— To do —
Wherever the string "Zafer" occurs in a line of these records, report that line.

— Recorded data —
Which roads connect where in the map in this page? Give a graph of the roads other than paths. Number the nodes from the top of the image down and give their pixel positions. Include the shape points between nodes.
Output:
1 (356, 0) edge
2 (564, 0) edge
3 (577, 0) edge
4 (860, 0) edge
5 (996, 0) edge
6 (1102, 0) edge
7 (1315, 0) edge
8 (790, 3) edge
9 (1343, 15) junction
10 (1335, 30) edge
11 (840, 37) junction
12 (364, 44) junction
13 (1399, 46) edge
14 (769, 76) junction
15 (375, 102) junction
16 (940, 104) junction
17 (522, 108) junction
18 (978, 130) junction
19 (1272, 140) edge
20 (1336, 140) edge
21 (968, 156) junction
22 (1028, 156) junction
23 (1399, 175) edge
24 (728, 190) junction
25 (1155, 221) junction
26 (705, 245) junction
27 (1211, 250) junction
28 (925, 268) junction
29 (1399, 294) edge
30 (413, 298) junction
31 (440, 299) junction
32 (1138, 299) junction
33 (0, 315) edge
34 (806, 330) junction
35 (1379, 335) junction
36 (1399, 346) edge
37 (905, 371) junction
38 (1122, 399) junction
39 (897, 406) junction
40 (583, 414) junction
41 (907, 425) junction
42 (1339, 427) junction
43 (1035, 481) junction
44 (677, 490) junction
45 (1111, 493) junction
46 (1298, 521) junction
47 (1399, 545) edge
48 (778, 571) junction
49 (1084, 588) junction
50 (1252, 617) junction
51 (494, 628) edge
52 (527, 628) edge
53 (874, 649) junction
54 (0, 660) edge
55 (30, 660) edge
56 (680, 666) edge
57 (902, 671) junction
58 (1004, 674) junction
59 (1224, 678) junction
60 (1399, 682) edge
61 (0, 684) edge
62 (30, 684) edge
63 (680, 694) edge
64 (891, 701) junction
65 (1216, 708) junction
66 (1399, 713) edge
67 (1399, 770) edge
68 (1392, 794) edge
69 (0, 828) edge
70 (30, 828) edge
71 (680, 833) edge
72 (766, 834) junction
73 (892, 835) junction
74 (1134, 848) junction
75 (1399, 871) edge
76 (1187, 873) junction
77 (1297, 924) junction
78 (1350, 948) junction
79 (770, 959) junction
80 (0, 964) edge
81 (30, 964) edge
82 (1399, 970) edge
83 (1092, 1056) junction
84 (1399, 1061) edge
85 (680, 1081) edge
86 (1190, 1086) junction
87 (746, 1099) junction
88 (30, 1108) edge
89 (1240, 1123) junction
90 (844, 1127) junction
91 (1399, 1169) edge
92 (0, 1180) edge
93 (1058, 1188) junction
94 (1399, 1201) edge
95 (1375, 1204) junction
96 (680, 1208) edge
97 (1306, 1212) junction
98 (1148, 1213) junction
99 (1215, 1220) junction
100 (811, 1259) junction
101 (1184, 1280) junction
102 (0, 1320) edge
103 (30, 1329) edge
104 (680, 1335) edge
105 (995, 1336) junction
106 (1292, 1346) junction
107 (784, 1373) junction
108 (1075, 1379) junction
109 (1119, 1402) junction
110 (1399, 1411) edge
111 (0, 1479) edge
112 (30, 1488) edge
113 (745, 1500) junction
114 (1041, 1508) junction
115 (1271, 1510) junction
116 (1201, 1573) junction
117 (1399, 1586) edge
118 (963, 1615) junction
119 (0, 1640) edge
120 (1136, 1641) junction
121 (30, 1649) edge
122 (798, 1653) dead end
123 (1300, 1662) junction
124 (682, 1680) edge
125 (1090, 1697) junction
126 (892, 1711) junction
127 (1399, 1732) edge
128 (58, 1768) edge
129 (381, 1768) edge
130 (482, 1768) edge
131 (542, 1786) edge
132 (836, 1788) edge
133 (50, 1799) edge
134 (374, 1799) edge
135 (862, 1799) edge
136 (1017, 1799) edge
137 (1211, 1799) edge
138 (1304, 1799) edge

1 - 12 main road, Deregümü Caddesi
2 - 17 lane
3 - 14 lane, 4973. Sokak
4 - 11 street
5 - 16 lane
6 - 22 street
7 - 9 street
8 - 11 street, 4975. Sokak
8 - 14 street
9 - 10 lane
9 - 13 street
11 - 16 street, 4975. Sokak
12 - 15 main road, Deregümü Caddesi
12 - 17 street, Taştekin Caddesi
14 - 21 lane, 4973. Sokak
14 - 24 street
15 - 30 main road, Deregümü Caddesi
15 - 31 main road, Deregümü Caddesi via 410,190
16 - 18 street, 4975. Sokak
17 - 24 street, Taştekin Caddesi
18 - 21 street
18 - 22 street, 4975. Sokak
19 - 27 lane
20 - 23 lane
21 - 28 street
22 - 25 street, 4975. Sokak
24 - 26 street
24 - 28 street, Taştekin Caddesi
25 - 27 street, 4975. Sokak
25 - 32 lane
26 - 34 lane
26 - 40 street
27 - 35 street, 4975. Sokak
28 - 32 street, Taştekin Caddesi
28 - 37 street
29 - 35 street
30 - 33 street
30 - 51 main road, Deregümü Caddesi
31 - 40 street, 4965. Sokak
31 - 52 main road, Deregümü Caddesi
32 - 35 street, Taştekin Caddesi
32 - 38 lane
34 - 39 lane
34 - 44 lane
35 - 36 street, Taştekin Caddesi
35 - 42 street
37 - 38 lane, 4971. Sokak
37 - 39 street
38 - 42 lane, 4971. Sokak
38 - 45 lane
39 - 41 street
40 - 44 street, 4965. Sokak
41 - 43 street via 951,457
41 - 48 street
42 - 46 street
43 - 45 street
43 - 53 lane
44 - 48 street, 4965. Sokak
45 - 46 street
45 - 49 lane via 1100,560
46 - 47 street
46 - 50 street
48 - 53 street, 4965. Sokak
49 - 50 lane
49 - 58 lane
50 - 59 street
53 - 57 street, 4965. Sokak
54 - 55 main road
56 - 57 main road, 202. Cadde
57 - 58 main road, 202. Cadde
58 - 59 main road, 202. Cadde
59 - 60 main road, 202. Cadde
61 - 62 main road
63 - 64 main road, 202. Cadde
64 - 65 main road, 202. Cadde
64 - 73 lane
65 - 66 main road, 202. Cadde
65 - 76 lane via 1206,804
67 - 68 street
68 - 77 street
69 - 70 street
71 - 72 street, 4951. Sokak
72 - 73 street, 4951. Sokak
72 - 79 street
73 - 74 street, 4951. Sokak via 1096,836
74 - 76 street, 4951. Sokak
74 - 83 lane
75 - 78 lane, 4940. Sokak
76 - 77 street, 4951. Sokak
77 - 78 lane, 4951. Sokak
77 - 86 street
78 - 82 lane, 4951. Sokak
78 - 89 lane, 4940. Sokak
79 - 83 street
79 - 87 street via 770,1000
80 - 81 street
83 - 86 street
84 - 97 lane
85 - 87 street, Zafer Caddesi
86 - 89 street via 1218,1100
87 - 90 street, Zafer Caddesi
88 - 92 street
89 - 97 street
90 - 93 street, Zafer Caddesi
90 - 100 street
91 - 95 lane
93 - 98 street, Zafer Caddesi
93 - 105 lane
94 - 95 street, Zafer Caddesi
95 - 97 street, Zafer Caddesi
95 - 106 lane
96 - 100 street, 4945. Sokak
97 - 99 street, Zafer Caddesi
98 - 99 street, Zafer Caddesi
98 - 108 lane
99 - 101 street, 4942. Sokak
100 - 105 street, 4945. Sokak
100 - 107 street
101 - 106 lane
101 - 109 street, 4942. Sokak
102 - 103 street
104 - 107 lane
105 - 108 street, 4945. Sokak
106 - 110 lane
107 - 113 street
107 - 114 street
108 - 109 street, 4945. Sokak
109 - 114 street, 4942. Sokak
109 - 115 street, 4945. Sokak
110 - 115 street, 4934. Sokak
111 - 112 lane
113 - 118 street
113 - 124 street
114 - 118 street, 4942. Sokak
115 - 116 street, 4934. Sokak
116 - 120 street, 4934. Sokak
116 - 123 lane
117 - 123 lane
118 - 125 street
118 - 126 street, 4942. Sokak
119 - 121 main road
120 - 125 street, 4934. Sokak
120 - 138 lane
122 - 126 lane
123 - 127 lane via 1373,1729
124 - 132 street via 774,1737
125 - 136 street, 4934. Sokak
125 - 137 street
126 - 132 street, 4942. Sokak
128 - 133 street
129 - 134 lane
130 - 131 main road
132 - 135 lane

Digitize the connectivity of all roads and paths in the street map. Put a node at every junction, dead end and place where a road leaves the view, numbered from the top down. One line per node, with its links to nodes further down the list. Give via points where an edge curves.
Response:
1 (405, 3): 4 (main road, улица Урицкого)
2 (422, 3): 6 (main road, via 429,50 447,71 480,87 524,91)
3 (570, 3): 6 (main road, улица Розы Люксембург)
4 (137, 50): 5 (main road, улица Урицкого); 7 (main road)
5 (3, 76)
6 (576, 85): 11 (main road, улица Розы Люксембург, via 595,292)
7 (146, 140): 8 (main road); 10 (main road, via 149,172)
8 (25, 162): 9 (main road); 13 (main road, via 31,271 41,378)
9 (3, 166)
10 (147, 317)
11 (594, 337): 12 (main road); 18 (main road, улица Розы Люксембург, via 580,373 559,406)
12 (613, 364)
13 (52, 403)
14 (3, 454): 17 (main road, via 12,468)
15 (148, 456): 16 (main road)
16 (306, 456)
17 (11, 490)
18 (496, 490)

— Written answer —
85 - 87 street, Zafer Caddesi
87 - 90 street, Zafer Caddesi
90 - 93 street, Zafer Caddesi
93 - 98 street, Zafer Caddesi
94 - 95 street, Zafer Caddesi
95 - 97 street, Zafer Caddesi
97 - 99 street, Zafer Caddesi
98 - 99 street, Zafer Caddesi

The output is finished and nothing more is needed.